Professional pool companies offer winterization services or you can winterize your pool yourself. As with any pool maintenance, if you are not skilled or comfortable with an activity it is always best to call a professional so that you don’t damage your pool.
If you are going to winterize your pool yourself, there are several useful videos that explain how to prepare and winterize your pool and your equipment along with our post on how to close your inground pool, which is slightly different than winterizing but still a useful guide.
10 Steps to Winterize Your Pool
- Balance your water chemistry in the days leading up to closing your pool.
- Thoroughly clean your pool. This includes brushing and vacuuming, cleaning skimmer baskets, and any water features you may have.
- Shock your pool to make sure that you kill all contaminants that may linger around and surprise you when you reopen. You may want to use an algaecide to prevent algae growth; consider when you would want to open your pool again as algae do not typically grow when the water is below 60 degrees Fahrenheit.
- Remove your skimmer baskets, return jets, and other wall fittings. Also, remove your ladder and/or steps if they are removable so that they do not interfere with the placement of your cover.
- Lower your pool water a few inches below your skimmer. For pools with the main drain, you can close the skimmer suction valve if you have one and force water to come through the main drain so that you can get the level below your skimmer.
- Once you are finished using your pump, it is important to disable any timers that could be accidentally started and also turn off the pump breaker(s) in order to prevent potential damage to your equipment while the pool is closed.
- Drain your pumps, filters, and any other equipment that may hold water. Do the same for your pool robots or any other maintenance items or toys that could hold water over the winter. It’s best to store them where they will be protected from the elements.
- Using a shop vac or air compressor, blow water from your returns and skimmer pipes and fill skimmer pipes with pool antifreeze (IMPORTANT – DO NOT use automobile antifreeze, use only antifreeze compatible with recreational water).
- Plug returns and other open pipes with rubber plugs after partially filling with antifreeze to prevent water from entering again or antifreeze leaking from unsealed ends. Remember to do the same to your water feature drains, they can fill with water and freeze if not plugged the same as the other pipes.
- Lastly, cover your pool and secure the pool cover. You should also consider a pump for the center of the cover to keep the water from puddling and freezing, and/or a floating device under the cover to prevent the ice from expanding and damaging your liner.
Safety Information About Winterizing Your Pool
- Do not perform any activities that you do not have experience with or are not comfortable doing. Pool plumbing and electrical equipment can be dangerous if not maintained appropriately.

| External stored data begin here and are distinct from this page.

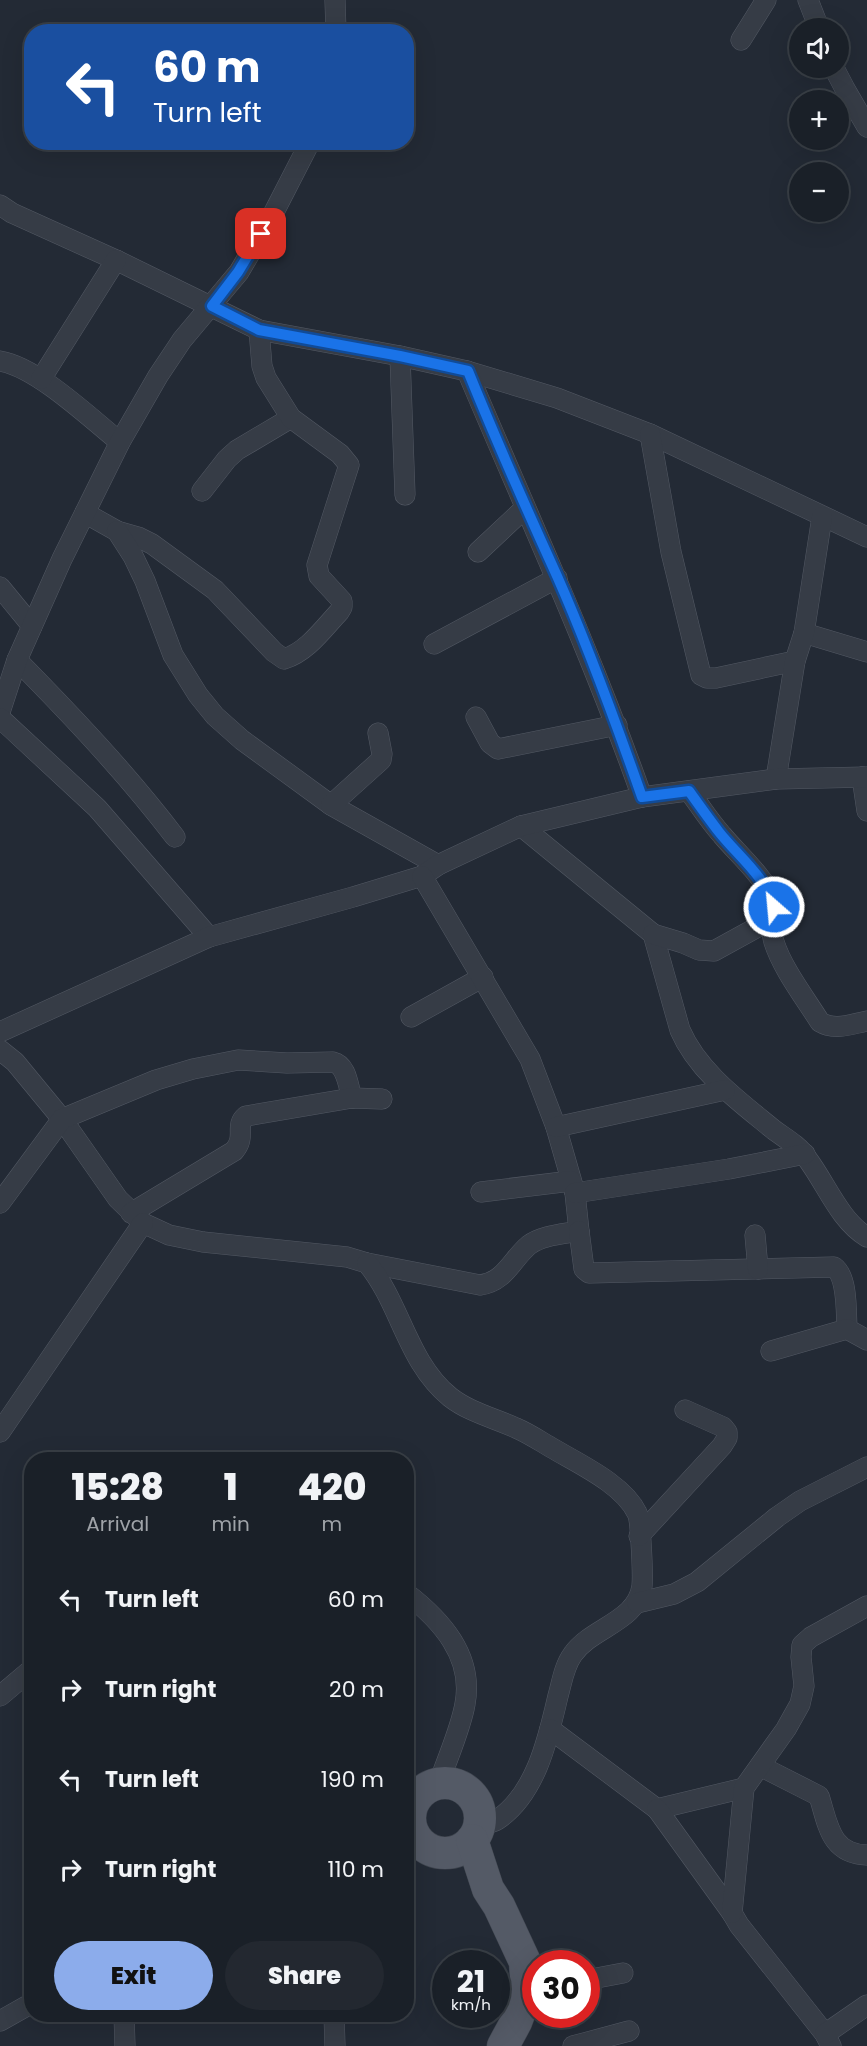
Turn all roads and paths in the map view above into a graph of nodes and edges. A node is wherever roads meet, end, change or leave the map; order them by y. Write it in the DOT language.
graph roads {
  1 [pos="766,0"];
  2 [pos="808,0"];
  3 [pos="334,1"];
  4 [pos="815,18"];
  5 [pos="335,24"];
  6 [pos="741,40"];
  7 [pos="839,78"];
  8 [pos="867,127"];
  9 [pos="306,150"];
  10 [pos="0,205"];
  11 [pos="116,260"];
  12 [pos="212,306"];
  13 [pos="259,330"];
  14 [pos="400,356"];
  15 [pos="0,361"];
  16 [pos="468,371"];
  17 [pos="41,379"];
  18 [pos="291,418"];
  19 [pos="650,434"];
  20 [pos="120,442"];
  21 [pos="202,491"];
  22 [pos="405,495"];
  23 [pos="525,508"];
  24 [pos="85,513"];
  25 [pos="822,517"];
  26 [pos="117,531"];
  27 [pos="867,537"];
  28 [pos="478,552"];
  29 [pos="557,578"];
  30 [pos="0,587"];
  31 [pos="32,626"];
  32 [pos="804,633"];
  33 [pos="434,644"];
  34 [pos="867,652"];
  35 [pos="17,660"];
  36 [pos="795,661"];
  37 [pos="0,712"];
  38 [pos="476,717"];
  39 [pos="0,718"];
  40 [pos="617,725"];
  41 [pos="378,733"];
  42 [pos="864,777"];
  43 [pos="776,779"];
  44 [pos="689,791"];
  45 [pos="642,797"];
  46 [pos="331,806"];
  47 [pos="867,811"];
  48 [pos="521,826"];
  49 [pos="175,837"];
  50 [pos="430,871"];
  51 [pos="774,918"];
  52 [pos="653,934"];
  53 [pos="209,937"];
  54 [pos="483,977"];
  55 [pos="411,1017"];
  56 [pos="867,1021"];
  57 [pos="0,1032"];
  58 [pos="0,1050"];
  59 [pos="725,1090"];
  60 [pos="352,1098"];
  61 [pos="382,1099"];
  62 [pos="62,1119"];
  63 [pos="556,1127"];
  64 [pos="805,1154"];
  65 [pos="573,1187"];
  66 [pos="481,1192"];
  67 [pos="0,1203"];
  68 [pos="137,1218"];
  69 [pos="579,1231"];
  70 [pos="755,1235"];
  71 [pos="867,1238"];
  72 [pos="367,1263"];
  73 [pos="758,1269"];
  74 [pos="847,1329"];
  75 [pos="867,1340"];
  76 [pos="771,1351"];
  77 [pos="685,1410"];
  78 [pos="0,1432"];
  79 [pos="867,1467"];
  80 [pos="639,1536"];
  81 [pos="414,1600"];
  82 [pos="637,1603"];
  83 [pos="867,1605"];
  84 [pos="24,1676"];
  85 [pos="0,1696"];
  86 [pos="550,1729"];
  87 [pos="760,1766"];
  88 [pos="439,1783"];
  89 [pos="744,1788"];
  90 [pos="414,1801"];
  91 [pos="657,1809"];
  92 [pos="476,1832"];
  93 [pos="414,1833"];
  94 [pos="442,1853"];
  95 [pos="867,1856"];
  96 [pos="488,1889"];
  97 [pos="732,1913"];
  98 [pos="522,1956"];
  99 [pos="622,1973"];
  100 [pos="600,1977"];
  101 [pos="867,2005"];
  102 [pos="24,2008"];
  103 [pos="522,2010"];
  104 [pos="0,2022"];
  105 [pos="124,2022"];
  106 [pos="334,2022"];
  107 [pos="629,2031"];
  108 [pos="828,2040"];
  109 [pos="125,2046"];
  110 [pos="335,2046"];
  111 [pos="503,2046"];
  112 [pos="573,2046"];
  1 -- 6 [label="street"];
  2 -- 4 [label="street"];
  3 -- 5 [label="street"];
  7 -- 8 [label="street"];
  9 -- 12 [label="street"];
  10 -- 11 [label="street"];
  11 -- 12 [label="street"];
  11 -- 17 [label="street"];
  12 -- 13 [label="street"];
  12 -- 20 [label="street"];
  13 -- 14 [label="street"];
  13 -- 18 [label="street"];
  14 -- 16 [label="street"];
  14 -- 22 [label="street"];
  15 -- 17 [label="street"];
  16 -- 19 [label="street"];
  16 -- 23 [label="street"];
  17 -- 20 [label="street"];
  18 -- 21 [label="street"];
  18 -- 26 [label="street"];
  19 -- 25 [label="street"];
  19 -- 36 [label="street"];
  20 -- 24 [label="street"];
  23 -- 28 [label="street"];
  23 -- 29 [label="street"];
  24 -- 26 [label="street"];
  24 -- 31 [label="street"];
  25 -- 27 [label="street"];
  25 -- 32 [label="street"];
  26 -- 46 [label="street"];
  29 -- 33 [label="street"];
  29 -- 40 [label="street"];
  30 -- 31 [label="street"];
  31 -- 35 [label="street"];
  32 -- 34 [label="street"];
  32 -- 36 [label="street"];
  35 -- 37 [label="street"];
  35 -- 49 [label="street"];
  36 -- 43 [label="street"];
  38 -- 40 [label="street"];
  39 -- 53 [label="street"];
  40 -- 45 [label="street"];
  41 -- 46 [label="street"];
  42 -- 43 [label="street"];
  42 -- 47 [label="street"];
  43 -- 44 [label="street"];
  44 -- 45 [label="street"];
  44 -- 51 [label="street"];
  45 -- 48 [label="street"];
  46 -- 50 [label="street"];
  48 -- 50 [label="street"];
  48 -- 52 [label="street"];
  50 -- 53 [label="street"];
  50 -- 54 [label="street"];
  51 -- 52 [label="street"];
  51 -- 56 [label="street"];
  52 -- 59 [label="street"];
  53 -- 57 [label="street"];
  54 -- 55 [label="street"];
  54 -- 63 [label="street"];
  58 -- 62 [label="street"];
  59 -- 63 [label="street"];
  59 -- 64 [label="street"];
  60 -- 61 [label="street"];
  60 -- 62 [label="street"];
  60 -- 68 [label="street"];
  62 -- 67 [label="street"];
  62 -- 68 [label="street"];
  63 -- 65 [label="street"];
  64 -- 65 [label="street"];
  64 -- 71 [label="street"];
  65 -- 66 [label="street"];
  65 -- 69 [label="street"];
  68 -- 72 [label="street"];
  68 -- 78 [label="street"];
  69 -- 72 [label="street"];
  69 -- 73 [label="street"];
  70 -- 73 [label="street"];
  72 -- 80 [label="street"];
  73 -- 74 [label="street"];
  74 -- 75 [label="street"];
  74 -- 76 [label="street"];
  77 -- 80 [label="street"];
  79 -- 82 [label="street"];
  80 -- 82 [label="street"];
  81 -- 88 [label="street"];
  82 -- 86 [label="street"];
  83 -- 87 [label="street"];
  84 -- 85 [label="street"];
  86 -- 91 [label="street"];
  86 -- 92 [label="street"];
  87 -- 89 [label="street"];
  87 -- 95 [label="street"];
  88 -- 90 [label="main road"];
  88 -- 92 [label="main road"];
  89 -- 91 [label="street"];
  89 -- 97 [label="street"];
  91 -- 97 [label="street"];
  92 -- 94 [label="main road"];
  92 -- 96 [label="main road"];
  93 -- 94 [label="main road"];
  94 -- 96 [label="main road"];
  96 -- 98 [label="main road"];
  97 -- 108 [label="street"];
  99 -- 100 [label="street"];
  101 -- 108 [label="street"];
  102 -- 104 [label="street"];
  103 -- 111 [label="main road"];
  105 -- 109 [label="street"];
  106 -- 110 [label="street"];
  107 -- 112 [label="street"];
}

- Gas heaters require special attention when winterizing and if done improperly can be ineffective or dangerous. Consult a professional if you have a gas heater to make sure it’s properly taken care of.
- Do not store extra pool chemicals indoors over the winter. Read manufacturer labels to understand proper storage techniques and shelf life. Pool chemicals can outgas and create hazardous conditions inside inclosed spaces.